4. Eduque e posicione - Para Stein, empresas que são realmente boas em vender preço baixo são também campeãs em vender o conceito de que comprar por preço baixo é a coisa mais inteligente a se fazer. Elas alteram a percepção de qualidade do comprador. E este, preguiçoso, muitas vezes, acredita. Para contra-atacar isso, você tem de subir na hierarquia, já que pessoas de cargos mais baixos têm como grande motivo de orgulho o imediatismo de terem conseguido um preço baixo.

5. Seja criativo - Se você ainda não tentou fazer alguns negócios baseados em “rachar” os riscos com seu cliente, então está na hora de sentar com sua equipe e repensar o processo. Algumas empresas vão querer que seus fornecedores financiem seus estoques e/ou crescimento. Você tem de ter muito cuidado, mas essa estratégia não é necessariamente ruim. Pelo contrário: se tiver lucro no processo e capital para isso, por que não? Certamente vai tirar da jogada concorrentes menores descapitalizados.

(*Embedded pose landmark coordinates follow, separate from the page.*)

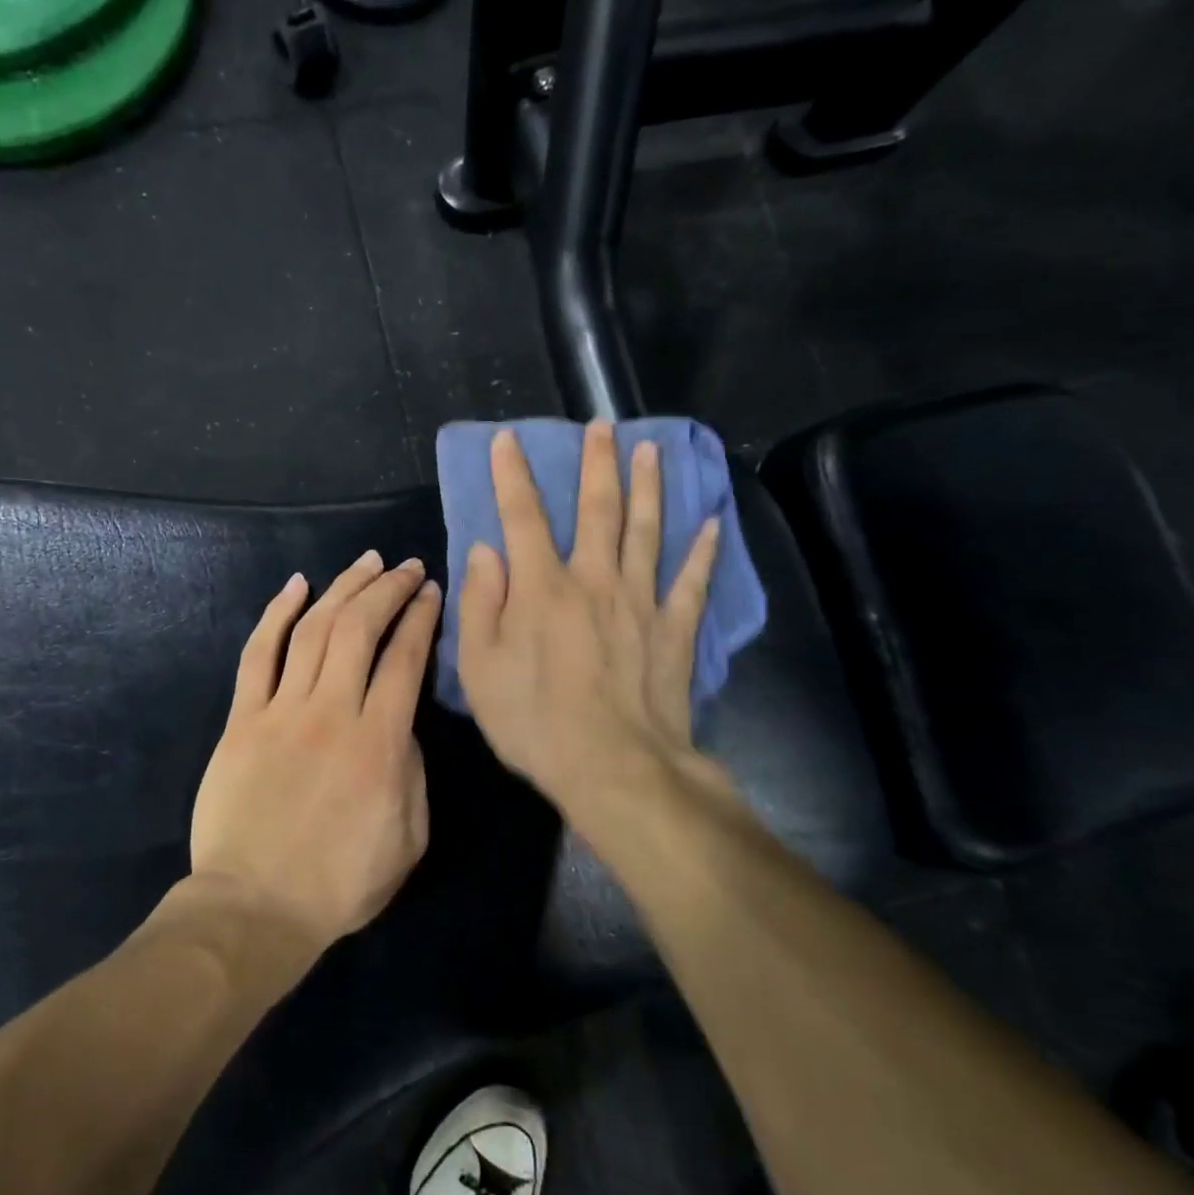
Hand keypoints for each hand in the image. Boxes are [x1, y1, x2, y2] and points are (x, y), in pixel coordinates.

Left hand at [190, 551, 441, 952]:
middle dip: (388, 589)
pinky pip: (260, 653)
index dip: (421, 617)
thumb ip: (412, 769)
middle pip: (361, 628)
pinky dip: (277, 613)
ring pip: (315, 630)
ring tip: (366, 563)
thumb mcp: (409, 837)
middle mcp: (331, 711)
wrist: (255, 906)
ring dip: (343, 588)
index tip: (430, 592)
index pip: (405, 658)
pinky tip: (297, 585)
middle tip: (406, 567)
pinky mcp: (243, 718)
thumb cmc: (340, 882)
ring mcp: (282, 710)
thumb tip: (400, 722)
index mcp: (379, 742)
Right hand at [456, 422, 727, 812]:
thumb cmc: (535, 721)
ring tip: (652, 450)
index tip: (509, 440)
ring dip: (648, 487)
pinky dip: (703, 552)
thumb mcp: (480, 668)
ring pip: (646, 531)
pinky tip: (713, 524)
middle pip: (597, 510)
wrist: (615, 769)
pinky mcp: (674, 631)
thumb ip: (481, 604)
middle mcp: (594, 580)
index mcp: (542, 588)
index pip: (523, 517)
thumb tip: (486, 551)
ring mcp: (640, 603)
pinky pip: (692, 583)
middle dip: (596, 464)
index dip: (513, 475)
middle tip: (602, 425)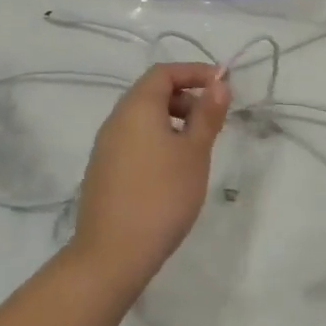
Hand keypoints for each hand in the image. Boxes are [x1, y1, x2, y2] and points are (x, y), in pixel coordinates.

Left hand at [72, 62, 229, 282]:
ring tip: (197, 148)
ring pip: (142, 119)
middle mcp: (115, 120)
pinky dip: (157, 141)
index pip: (164, 72)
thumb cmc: (162, 195)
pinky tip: (173, 171)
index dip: (194, 72)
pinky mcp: (103, 171)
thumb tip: (218, 83)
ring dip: (172, 121)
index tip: (223, 86)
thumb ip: (207, 115)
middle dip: (185, 97)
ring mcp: (105, 147)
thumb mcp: (194, 152)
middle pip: (151, 93)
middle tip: (213, 121)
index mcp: (136, 108)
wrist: (113, 253)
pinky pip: (133, 141)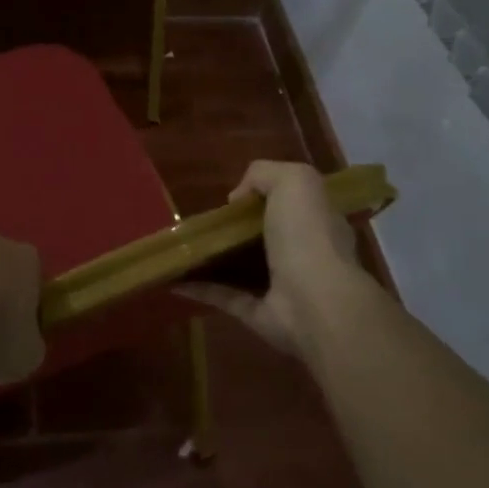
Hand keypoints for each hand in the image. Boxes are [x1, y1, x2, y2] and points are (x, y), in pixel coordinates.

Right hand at [180, 160, 376, 355]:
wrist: (316, 303)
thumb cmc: (307, 235)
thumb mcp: (293, 181)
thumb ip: (264, 174)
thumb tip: (237, 198)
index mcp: (314, 221)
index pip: (291, 204)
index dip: (263, 195)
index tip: (232, 196)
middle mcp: (301, 253)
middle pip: (262, 236)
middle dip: (234, 229)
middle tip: (199, 220)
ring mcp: (280, 286)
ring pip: (242, 268)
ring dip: (213, 259)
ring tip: (179, 247)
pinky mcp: (259, 314)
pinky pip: (225, 297)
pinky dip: (199, 288)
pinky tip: (172, 278)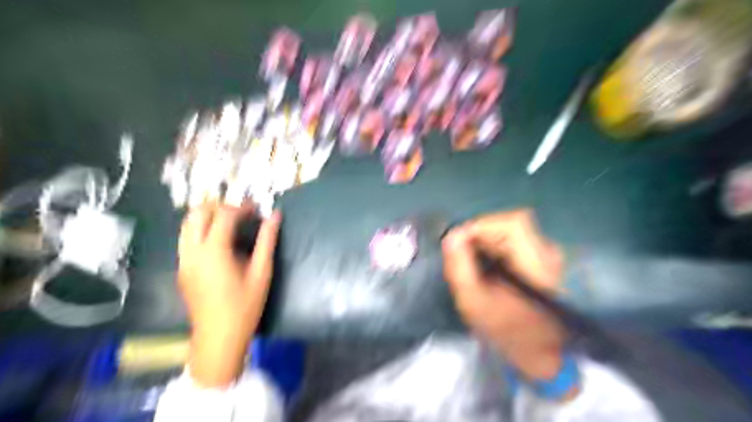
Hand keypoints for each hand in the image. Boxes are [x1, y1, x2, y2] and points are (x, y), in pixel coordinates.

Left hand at [178, 202, 279, 386]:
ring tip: (231, 224)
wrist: (218, 338)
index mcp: (214, 251)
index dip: (242, 207)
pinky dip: (202, 230)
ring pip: (187, 224)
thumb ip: (267, 241)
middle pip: (197, 213)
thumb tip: (275, 216)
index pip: (224, 215)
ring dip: (208, 217)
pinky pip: (187, 238)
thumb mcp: (261, 272)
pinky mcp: (181, 269)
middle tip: (242, 214)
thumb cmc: (245, 306)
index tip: (257, 210)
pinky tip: (220, 242)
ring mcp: (183, 260)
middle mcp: (192, 251)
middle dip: (220, 207)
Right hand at [442, 209, 563, 379]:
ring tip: (473, 261)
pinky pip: (512, 237)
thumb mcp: (473, 302)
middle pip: (510, 223)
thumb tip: (451, 234)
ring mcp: (547, 253)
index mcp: (538, 266)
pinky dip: (494, 244)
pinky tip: (486, 263)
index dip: (483, 226)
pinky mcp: (540, 254)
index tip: (459, 242)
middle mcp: (548, 253)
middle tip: (462, 254)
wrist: (537, 349)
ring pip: (510, 229)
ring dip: (485, 239)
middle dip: (480, 233)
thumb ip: (460, 267)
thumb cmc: (505, 329)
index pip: (513, 224)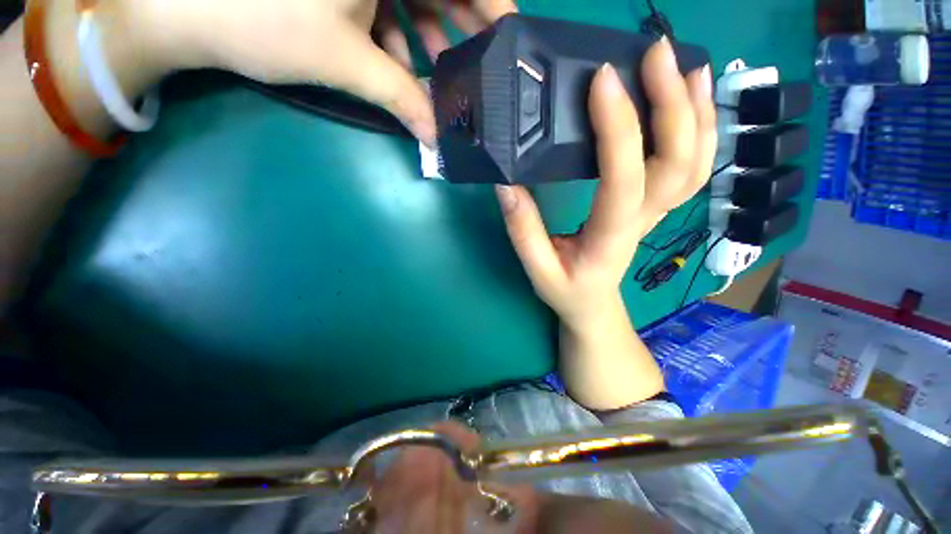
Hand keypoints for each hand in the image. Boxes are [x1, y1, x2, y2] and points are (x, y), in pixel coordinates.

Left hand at [128, 0, 515, 144]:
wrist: (188, 13)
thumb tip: (434, 137)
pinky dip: (399, 37)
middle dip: (464, 26)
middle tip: (483, 67)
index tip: (511, 35)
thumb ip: (401, 98)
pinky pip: (387, 6)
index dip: (492, 2)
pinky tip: (402, 68)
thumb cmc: (262, 23)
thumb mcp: (345, 61)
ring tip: (444, 79)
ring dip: (431, 40)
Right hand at [497, 37, 715, 326]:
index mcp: (610, 236)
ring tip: (686, 64)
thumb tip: (506, 184)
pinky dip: (700, 129)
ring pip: (695, 162)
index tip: (603, 80)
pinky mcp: (654, 206)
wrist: (593, 304)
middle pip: (678, 162)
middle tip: (654, 55)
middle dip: (672, 104)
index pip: (624, 179)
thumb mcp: (538, 270)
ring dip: (697, 110)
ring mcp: (655, 211)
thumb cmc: (566, 291)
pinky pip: (690, 167)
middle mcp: (643, 220)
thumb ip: (524, 230)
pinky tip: (692, 100)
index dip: (619, 129)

Quanto mais o preço for um fator determinante, maior terá de ser a competência da equipe em vender. A tendência natural de uma equipe despreparada, nesses casos, é reclamar da empresa, da sua gerência e jogar a culpa em todo mundo, menos na sua própria ineficiência. Sem entender quais são realmente os requisitos mais importantes para o cliente, realmente a única coisa que fica para ser negociada é o preço. Isso não é culpa do cliente – ele está fazendo seu jogo. É culpa do vendedor, que não conseguiu justificar seu preço mais alto. Para isso tem de ser muito competente, criativo, persistente e, principalmente, acreditar que seu preço ou serviço vale mais. Se não ele mesmo começa a duvidar e emitir sinais que estimulam o negociador inteligente a pedir descontos. Mas esse é um assunto que fica para uma próxima coluna.